RAID may be implemented at various levels, with each level employing different redundancy/data-storage schemes. RAID 1 implements disk mirroring, in which a first disk holds stored data, and a second disk holds an exact copy of the data stored on the first disk. If either disk fails, no data is lost because the data on the remaining disk is still available.
In RAID 3, data is striped across multiple disks. In a four-disk RAID 3 system, for example, three drives are used to store data and one drive is used to store parity bits that can be used to reconstruct any one of the three data drives. In such systems, a first chunk of data is stored on the first data drive, a second chunk of data is stored on the second data drive, and a third chunk of data is stored on the third data drive. An Exclusive OR (XOR) operation is performed on data stored on the three data drives, and the results of the XOR are stored on a parity drive. If any of the data drives, or the parity drive itself, fails the information stored on the remaining drives can be used to recover the data on the failed drive.
In most situations, regardless of the level of RAID employed, RAID is used to protect the data in case of a disk failure. Most RAID types can tolerate only a single disk failure. Such a RAID becomes vulnerable after the first disk failure and needs to be rebuilt as fast as possible. However, with disk capacity out-pacing media access speed, the time required for rebuild operations is increasing and may take a significant period of time to complete a rebuild operation while the RAID is simultaneously receiving host I/O requests.
- SUMMARY OF THE INVENTION
The write performance of the drive being rebuilt often presents a significant bottleneck in the rebuild process. A major factor for slowing down the write performance is that the rebuild occurs at the same time the system is serving clients, and may perform host I/O requests during the rebuild operation. These host I/Os cause the disk head of the drive being rebuilt to move back and forth (sometimes referred to as “disk head thrashing”) in order to move to the necessary disk sectors. Such disk head thrashing substantially increases the rebuild time. In some embodiments this problem is agitated with Serial Advanced Technology Attachment (SATA) drives whose seek time is substantially longer than Small Computer System Interface (SCSI) drives.
Therefore a need has arisen for a system and method for reducing the rebuild time of RAID drives.
The present disclosure describes a system and method for utilizing a rebuild management module within a RAID controller for implementing a substantially sequential rebuild operation on the rebuild disk. When the rebuild management module receives host I/O requests during a rebuild operation, these requests are facilitated using other disks within the RAID. After rebuild is complete, the rebuild management module then acts to update the rebuild disk based upon the host I/O requests received during the rebuild operation.
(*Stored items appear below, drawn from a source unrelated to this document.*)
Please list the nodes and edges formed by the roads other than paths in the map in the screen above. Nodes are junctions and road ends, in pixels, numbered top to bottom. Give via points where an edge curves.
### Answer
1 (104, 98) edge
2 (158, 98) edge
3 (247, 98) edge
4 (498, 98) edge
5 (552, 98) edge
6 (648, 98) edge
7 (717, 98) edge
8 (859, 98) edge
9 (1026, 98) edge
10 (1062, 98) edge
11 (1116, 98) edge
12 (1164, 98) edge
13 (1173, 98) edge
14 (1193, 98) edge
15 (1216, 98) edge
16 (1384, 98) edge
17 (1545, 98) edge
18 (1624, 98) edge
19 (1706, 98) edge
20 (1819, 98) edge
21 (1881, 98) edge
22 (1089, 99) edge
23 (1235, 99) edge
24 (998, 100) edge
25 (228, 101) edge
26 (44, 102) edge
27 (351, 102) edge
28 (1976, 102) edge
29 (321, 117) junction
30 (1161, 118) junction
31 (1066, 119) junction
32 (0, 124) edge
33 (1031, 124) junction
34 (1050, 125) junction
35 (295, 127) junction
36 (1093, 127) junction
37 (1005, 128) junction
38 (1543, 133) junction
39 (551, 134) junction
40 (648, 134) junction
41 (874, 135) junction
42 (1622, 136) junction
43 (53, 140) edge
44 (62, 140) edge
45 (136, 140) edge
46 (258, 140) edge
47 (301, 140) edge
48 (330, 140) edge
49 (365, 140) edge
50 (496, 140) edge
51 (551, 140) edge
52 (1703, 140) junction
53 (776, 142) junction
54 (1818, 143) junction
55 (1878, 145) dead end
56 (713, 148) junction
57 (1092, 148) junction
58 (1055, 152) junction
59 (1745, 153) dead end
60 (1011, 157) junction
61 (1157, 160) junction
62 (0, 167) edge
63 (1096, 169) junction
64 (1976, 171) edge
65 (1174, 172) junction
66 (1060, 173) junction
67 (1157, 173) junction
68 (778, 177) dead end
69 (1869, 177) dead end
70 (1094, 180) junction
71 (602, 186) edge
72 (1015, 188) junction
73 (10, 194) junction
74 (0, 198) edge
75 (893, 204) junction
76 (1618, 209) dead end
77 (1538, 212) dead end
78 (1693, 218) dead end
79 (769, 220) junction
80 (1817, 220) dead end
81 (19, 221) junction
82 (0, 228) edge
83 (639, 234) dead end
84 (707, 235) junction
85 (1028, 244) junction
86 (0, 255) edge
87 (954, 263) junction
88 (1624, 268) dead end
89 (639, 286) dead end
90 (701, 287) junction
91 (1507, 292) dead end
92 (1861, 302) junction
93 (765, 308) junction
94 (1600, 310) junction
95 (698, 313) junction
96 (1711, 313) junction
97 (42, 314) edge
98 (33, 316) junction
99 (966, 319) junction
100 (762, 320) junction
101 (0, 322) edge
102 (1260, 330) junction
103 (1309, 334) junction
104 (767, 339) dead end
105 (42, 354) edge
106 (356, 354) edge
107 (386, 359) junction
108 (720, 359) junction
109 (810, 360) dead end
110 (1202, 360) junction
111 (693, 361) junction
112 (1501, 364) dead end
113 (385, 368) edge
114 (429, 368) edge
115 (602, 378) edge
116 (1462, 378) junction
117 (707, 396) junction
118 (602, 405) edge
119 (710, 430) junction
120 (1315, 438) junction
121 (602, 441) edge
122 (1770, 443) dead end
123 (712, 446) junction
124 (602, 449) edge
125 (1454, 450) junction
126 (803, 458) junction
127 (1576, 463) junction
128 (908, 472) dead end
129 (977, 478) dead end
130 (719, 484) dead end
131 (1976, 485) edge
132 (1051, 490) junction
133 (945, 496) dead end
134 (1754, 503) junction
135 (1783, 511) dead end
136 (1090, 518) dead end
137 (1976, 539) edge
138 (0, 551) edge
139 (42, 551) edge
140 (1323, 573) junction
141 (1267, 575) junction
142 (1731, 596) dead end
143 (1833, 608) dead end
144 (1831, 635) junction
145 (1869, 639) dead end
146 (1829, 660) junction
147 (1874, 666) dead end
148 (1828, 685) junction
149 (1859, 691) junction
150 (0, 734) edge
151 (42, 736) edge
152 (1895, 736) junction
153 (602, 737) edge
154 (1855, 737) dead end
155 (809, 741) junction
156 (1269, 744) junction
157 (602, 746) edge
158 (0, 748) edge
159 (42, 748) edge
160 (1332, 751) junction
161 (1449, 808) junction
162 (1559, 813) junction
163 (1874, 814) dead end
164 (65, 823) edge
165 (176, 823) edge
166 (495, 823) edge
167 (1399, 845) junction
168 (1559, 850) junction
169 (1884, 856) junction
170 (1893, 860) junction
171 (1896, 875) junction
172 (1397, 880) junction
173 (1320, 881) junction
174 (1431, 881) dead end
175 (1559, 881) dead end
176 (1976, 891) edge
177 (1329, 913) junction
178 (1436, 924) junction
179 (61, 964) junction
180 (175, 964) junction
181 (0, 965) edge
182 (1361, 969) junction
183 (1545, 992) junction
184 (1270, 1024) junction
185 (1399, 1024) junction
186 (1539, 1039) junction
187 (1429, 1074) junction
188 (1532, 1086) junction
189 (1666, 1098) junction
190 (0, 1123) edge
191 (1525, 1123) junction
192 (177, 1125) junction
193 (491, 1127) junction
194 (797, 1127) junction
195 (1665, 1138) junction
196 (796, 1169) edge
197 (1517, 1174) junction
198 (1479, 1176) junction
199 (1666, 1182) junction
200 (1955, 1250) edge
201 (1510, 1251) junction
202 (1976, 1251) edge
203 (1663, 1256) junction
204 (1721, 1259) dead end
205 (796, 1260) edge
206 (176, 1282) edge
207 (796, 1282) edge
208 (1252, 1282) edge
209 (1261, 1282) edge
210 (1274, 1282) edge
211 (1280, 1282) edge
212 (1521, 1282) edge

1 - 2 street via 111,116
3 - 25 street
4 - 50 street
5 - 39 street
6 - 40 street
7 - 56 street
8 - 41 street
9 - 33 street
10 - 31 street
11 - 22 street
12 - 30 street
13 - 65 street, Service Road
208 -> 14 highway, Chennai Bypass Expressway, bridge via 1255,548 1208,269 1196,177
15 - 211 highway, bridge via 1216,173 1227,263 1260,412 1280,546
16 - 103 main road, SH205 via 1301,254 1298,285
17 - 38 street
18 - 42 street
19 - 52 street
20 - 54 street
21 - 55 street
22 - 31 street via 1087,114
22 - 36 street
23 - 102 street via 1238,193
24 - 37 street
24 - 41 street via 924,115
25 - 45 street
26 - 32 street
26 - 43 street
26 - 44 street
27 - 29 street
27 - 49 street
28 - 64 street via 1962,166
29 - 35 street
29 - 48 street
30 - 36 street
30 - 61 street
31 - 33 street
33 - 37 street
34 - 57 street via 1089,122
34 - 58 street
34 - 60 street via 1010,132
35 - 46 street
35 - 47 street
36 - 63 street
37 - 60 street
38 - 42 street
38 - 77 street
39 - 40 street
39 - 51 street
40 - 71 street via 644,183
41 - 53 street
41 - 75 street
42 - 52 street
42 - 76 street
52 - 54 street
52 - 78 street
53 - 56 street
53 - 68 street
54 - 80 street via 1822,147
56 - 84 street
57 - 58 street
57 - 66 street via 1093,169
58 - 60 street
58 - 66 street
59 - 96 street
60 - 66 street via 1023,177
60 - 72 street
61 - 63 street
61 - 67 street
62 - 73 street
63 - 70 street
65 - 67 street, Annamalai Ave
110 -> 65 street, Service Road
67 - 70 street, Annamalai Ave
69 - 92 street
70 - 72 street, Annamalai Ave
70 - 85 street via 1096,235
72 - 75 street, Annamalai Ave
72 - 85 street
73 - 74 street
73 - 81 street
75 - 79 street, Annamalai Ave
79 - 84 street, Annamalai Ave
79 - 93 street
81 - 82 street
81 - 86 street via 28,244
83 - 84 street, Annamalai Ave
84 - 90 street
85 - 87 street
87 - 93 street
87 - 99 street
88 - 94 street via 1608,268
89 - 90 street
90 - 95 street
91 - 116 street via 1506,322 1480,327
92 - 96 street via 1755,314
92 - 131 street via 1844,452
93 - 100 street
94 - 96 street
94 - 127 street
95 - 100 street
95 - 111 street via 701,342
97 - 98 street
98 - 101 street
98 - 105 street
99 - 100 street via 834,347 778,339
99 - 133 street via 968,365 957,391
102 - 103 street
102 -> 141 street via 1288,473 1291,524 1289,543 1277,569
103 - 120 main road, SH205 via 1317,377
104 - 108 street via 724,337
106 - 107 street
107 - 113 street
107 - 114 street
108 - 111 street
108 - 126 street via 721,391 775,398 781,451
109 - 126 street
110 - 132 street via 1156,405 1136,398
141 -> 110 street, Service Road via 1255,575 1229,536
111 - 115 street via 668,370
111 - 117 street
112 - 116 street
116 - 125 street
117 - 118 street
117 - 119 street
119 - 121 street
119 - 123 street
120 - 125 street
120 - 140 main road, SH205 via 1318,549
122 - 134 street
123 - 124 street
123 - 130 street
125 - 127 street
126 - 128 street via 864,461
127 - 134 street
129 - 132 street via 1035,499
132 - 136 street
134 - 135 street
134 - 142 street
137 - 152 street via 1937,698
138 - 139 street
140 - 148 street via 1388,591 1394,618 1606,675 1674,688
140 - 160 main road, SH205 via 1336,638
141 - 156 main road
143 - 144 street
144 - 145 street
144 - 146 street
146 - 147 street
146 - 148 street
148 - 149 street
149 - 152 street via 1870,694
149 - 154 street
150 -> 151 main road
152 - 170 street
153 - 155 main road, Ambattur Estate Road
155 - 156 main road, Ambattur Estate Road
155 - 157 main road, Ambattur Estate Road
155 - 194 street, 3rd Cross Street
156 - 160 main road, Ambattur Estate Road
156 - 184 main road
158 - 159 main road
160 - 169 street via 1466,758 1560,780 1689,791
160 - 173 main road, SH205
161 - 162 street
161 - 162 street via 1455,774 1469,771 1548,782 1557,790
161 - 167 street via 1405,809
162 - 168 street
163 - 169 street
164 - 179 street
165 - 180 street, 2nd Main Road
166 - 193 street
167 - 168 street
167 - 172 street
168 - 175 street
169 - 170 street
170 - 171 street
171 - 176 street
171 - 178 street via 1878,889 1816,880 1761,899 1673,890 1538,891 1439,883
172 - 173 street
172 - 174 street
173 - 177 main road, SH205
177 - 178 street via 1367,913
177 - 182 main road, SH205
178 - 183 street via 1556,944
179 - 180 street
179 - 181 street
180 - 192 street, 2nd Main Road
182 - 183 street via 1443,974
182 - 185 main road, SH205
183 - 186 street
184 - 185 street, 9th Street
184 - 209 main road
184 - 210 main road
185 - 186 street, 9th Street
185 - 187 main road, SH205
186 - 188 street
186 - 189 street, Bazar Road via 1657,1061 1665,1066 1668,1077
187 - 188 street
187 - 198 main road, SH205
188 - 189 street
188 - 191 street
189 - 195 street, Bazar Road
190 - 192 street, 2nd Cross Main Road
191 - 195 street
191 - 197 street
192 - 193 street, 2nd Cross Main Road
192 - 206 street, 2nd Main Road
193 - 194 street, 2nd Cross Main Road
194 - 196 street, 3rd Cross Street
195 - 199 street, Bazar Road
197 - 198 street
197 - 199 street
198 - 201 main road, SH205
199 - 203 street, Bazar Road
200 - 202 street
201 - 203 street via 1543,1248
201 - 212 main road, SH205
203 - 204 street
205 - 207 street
In one aspect, the present disclosure includes an information handling system that includes a redundant array of independent disks (RAID) controller able to communicate with a host and a plurality of storage disks. The RAID controller also includes a rebuild management module able to initiate a rebuild operation utilizing a substantially sequential rebuild operation on the rebuild disk, receive at least one host I/O request from the host, and direct the at least one host I/O request to a disk within the plurality of storage disks other than the rebuild disk.
In another aspect, a method is disclosed that includes providing a RAID controller able to communicate with a host and a plurality of storage disks. The method further includes initiating a rebuild operation on a rebuild disk utilizing a substantially sequential rebuild operation on the rebuild disk. The method also includes receiving at least one host I/O request from the host and directing the at least one host I/O request to a temp disk within the plurality of storage disks.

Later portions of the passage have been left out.